A new approach to streaming technology may significantly improve how users experience virtual reality and augmented reality environments, according to a study from NYU Tandon School of Engineering.

The research—presented in a paper at the 16th ACM Multimedia Systems Conference (ACM MMSys 2025) on April 1, 2025—describes a method for directly predicting visible content in immersive 3D environments, potentially reducing bandwidth requirements by up to 7-fold while maintaining visual quality.

The technology is being applied in an ongoing NYU Tandon project to bring point cloud video to dance education, making 3D dance instruction streamable on standard devices with lower bandwidth requirements.

“The fundamental challenge with streaming immersive content has always been the massive amount of data required,” explained Yong Liu—professor in the Electrical and Computer Engineering Department (ECE) at NYU Tandon and faculty member at both NYU Tandon’s Center for Advanced Technology in Telecommunications (CATT) and NYU WIRELESS—who led the research team.

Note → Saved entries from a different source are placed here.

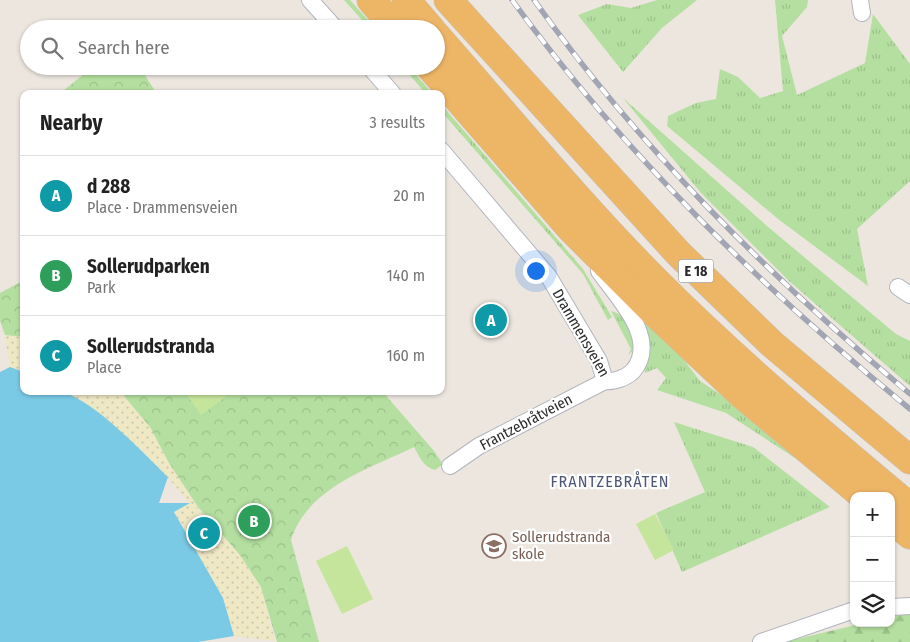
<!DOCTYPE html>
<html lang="en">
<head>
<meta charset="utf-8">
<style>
  :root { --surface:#fff; --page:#f2f2f2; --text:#222; --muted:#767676; --line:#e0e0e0; --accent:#1a73e8 }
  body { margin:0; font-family:"Fira Sans Condensed",sans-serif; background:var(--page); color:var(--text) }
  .controls { position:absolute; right:15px; bottom:15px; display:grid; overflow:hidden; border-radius:10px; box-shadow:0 1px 4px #0004 }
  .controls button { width:45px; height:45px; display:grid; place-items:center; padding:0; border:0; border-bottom:1px solid var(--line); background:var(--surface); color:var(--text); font:25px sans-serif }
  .you { position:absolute; left:535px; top:270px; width:18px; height:18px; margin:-12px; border:4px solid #fff; border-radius:50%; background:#1a73e8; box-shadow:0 0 0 8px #1a73e833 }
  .badge { display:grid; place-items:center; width:32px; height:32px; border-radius:50%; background:var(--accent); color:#fff; font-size:16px; font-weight:700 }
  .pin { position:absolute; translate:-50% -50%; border:2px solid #fff; box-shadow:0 1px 5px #0006 }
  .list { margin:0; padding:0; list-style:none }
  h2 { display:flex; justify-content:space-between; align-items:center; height:65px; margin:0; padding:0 20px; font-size:21px }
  h2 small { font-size:16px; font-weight:400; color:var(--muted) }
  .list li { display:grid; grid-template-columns:32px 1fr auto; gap:15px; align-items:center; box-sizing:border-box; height:80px; padding:0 20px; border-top:1px solid var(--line) }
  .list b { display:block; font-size:19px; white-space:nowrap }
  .list p { margin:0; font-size:16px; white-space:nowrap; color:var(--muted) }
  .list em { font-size:16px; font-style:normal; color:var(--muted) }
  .icon { flex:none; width:28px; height:28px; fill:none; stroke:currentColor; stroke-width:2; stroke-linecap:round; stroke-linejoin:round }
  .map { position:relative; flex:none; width:910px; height:642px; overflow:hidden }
  .search { position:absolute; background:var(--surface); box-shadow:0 1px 4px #0004; left:20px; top:20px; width:425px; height:55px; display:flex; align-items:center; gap:12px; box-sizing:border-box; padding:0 18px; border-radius:28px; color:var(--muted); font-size:19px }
  .panel { position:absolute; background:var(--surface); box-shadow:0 1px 4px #0004; left:20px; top:90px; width:425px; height:305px; border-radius:10px }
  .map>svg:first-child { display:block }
</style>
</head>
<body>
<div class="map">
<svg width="910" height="642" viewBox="0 0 910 642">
  <defs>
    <pattern id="grass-tufts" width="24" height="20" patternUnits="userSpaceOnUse" patternTransform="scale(1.25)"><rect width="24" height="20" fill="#b5dfa0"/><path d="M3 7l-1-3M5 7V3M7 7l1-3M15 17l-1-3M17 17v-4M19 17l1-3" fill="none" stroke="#9cc08a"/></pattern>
    <pattern id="forest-firs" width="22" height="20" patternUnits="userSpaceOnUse" patternTransform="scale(1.25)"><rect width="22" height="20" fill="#b5dfa0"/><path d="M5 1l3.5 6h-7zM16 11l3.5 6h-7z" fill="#9cc08a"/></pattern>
    <pattern id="sand-dots" width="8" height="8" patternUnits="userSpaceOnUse" patternTransform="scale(1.25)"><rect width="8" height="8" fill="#efe8c5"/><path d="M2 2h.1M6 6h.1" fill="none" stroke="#cdc7a9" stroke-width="1.8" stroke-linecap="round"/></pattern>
    <pattern id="park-crowns" width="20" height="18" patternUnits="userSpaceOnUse" patternTransform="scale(1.25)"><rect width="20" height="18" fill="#b5dfa0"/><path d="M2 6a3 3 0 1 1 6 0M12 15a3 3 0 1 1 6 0" fill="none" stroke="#9cc08a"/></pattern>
  </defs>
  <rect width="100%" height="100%" fill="#ece6df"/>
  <g fill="url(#grass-tufts)">
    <polygon points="344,0 350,0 376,29 370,29"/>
    <polygon points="657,0 697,0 662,28 623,72 578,15 607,4 631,8"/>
    <polygon points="775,0 808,0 807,7 782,36 797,95 865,63 873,14 910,64 910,181 857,229 868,286 778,219 667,126 668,116 696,103 716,99 720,69 738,77 760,98 783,91"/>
    <polygon points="402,66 408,66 433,94 426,94"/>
    <polygon points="623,98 767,226 896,334 910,341 910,386 789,281 701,193"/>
    <polygon points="441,104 583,269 612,317 608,320 583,274 441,111"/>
    <polygon points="603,269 658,326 700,381 743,409 827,479 726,413 657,390 666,378 657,368 645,373 644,326"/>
    <path d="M611,311c17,3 22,24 23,39l-6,5 3,-6z"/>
    <polygon points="674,422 753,447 830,507 682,572 656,513 705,492"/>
  </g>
  <polygon fill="url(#forest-firs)" points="910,612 910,642 784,642 864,623 891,623 891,617"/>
  <g fill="url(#sand-dots)">
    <polygon points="5,335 24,337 24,372 10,367"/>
    <path d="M62,391h63l-1,5 26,31 19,36 28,44 43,48 21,32 14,54 -41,-5 -11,-38 -49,-86 15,-10c-36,-43 -77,-84 -127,-111z"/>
  </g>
  <g fill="url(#park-crowns)">
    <polygon points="94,66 139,66 157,94 59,94"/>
    <polygon points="24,280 24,337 5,335 0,321 0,293"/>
    <path d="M125,391h257l52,60 9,13 -8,6c-12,-3 -15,-13 -21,-23 -45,22 -106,40 -123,93l28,102h-42l-16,-55 -21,-32 -42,-48 -29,-44 -19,-36 -26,-31z"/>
  </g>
  <g fill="#c6e59c">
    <polygon points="184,391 225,391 228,395 201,415"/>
    <polygon points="655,514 674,550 655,560 636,524"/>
    <polygon points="347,546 373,599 342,614 316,561"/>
  </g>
  <path fill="#7acae6" d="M10,367l14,5v19c11,0 28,-3 39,1 34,11 78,59 105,85l-9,26h31l-16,9 49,86 11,38 -36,6h-198v-270z"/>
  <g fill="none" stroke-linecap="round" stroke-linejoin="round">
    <g stroke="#b2b5be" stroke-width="18">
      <g id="minor">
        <polyline points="310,0 336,29"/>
        <polyline points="860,0 862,13"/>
        <polyline points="369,66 393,94"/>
        <path d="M441,150l108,127 50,84 6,20c9,1 21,-3 28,-10 27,-32 -16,-74 -34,-100"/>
        <polyline points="898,287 910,295"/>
        <polyline points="450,466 479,446 605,381"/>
        <polyline points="891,607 910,606"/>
        <polyline points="761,642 854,610"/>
      </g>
    </g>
    <g stroke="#c4c4c4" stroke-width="29">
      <g id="trunk">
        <polyline points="371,0 396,29"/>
        <polyline points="406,0 431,29"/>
        <polyline points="448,0 678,253 772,344 910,460"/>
        <path d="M436,35c73,83 144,170 222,248 80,80 166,152 252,224"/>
        <polyline points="429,66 570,228 660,318 741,394 863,496"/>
        <polyline points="891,519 910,535"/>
      </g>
    </g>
    <use href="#minor" stroke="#fff" stroke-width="16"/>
    <use href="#trunk" stroke="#edb566" stroke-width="28"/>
    <g stroke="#a2a5b4" stroke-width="5.5">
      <g id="rail">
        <path d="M512,0c113,155 250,288 398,409"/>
        <path d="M534,0c106,149 236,277 376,394"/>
      </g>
    </g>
    <use href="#rail" stroke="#fff" stroke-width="4" stroke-dasharray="11" stroke-linecap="butt"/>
  </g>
  <defs>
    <g id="school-ring" transform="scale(1.25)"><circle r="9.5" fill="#fff" stroke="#8d6e63" stroke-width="1.5"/><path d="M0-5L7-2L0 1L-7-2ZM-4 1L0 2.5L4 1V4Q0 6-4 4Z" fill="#8d6e63"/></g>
  </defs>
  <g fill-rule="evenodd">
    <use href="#school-ring" x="494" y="546"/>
  </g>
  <g text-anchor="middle" stroke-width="4.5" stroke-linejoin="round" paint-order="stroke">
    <rect fill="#fff" stroke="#6b6b6b" stroke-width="1" x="678.5" y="259.5" width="35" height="23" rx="4"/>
    <g font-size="14" font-weight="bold" fill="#2c2c2c">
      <text x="696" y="276">E 18</text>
    </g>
    <g font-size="15" fill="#2c2c2c" stroke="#fff">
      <text transform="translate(581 333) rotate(60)" y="5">Drammensveien</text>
      <text transform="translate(526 422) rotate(-28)" y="5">Frantzebråtveien</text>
    </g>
    <g font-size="15" fill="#785e54" stroke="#fff" text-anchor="start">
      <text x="512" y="542">Sollerudstranda<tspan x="512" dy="17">skole</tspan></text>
    </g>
    <g font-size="16" letter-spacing="1" fill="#4f5779" stroke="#fff">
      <text x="610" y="487">FRANTZEBRÅTEN</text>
    </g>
  </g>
</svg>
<div class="controls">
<button>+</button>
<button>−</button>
<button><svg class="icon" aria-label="layers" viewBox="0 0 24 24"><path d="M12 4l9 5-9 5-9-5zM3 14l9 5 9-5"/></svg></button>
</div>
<div class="you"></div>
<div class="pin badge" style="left:491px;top:320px;background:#0f9aa8">A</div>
<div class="pin badge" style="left:254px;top:521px;background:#2e9e5b">B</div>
<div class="pin badge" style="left:204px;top:533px;background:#0f9aa8">C</div>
<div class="search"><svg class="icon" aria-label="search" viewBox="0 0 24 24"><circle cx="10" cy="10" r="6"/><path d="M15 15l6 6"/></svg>Search here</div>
<section class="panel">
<h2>Nearby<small>3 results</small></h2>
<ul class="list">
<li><span class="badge" style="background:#0f9aa8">A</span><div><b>d 288</b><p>Place · Drammensveien</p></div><em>20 m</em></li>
<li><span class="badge" style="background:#2e9e5b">B</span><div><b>Sollerudparken</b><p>Park</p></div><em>140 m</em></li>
<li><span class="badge" style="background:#0f9aa8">C</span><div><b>Sollerudstranda</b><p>Place</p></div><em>160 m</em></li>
</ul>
</section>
</div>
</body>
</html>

“Traditional video streaming sends everything within a frame. This new approach is more like having your eyes follow you around a room—it only processes what you’re actually looking at.”

The technology addresses the “Field-of-View (FoV)” challenge for immersive experiences. Current AR/VR applications demand high bandwidth—a point cloud video (which renders 3D scenes as collections of data points in space) consisting of 1 million points per frame requires more than 120 megabits per second, nearly 10 times the bandwidth of standard high-definition video.

Unlike traditional approaches that first predict where a user will look and then calculate what’s visible, this new method directly predicts content visibility in the 3D scene. By avoiding this two-step process, the approach reduces error accumulation and improves prediction accuracy.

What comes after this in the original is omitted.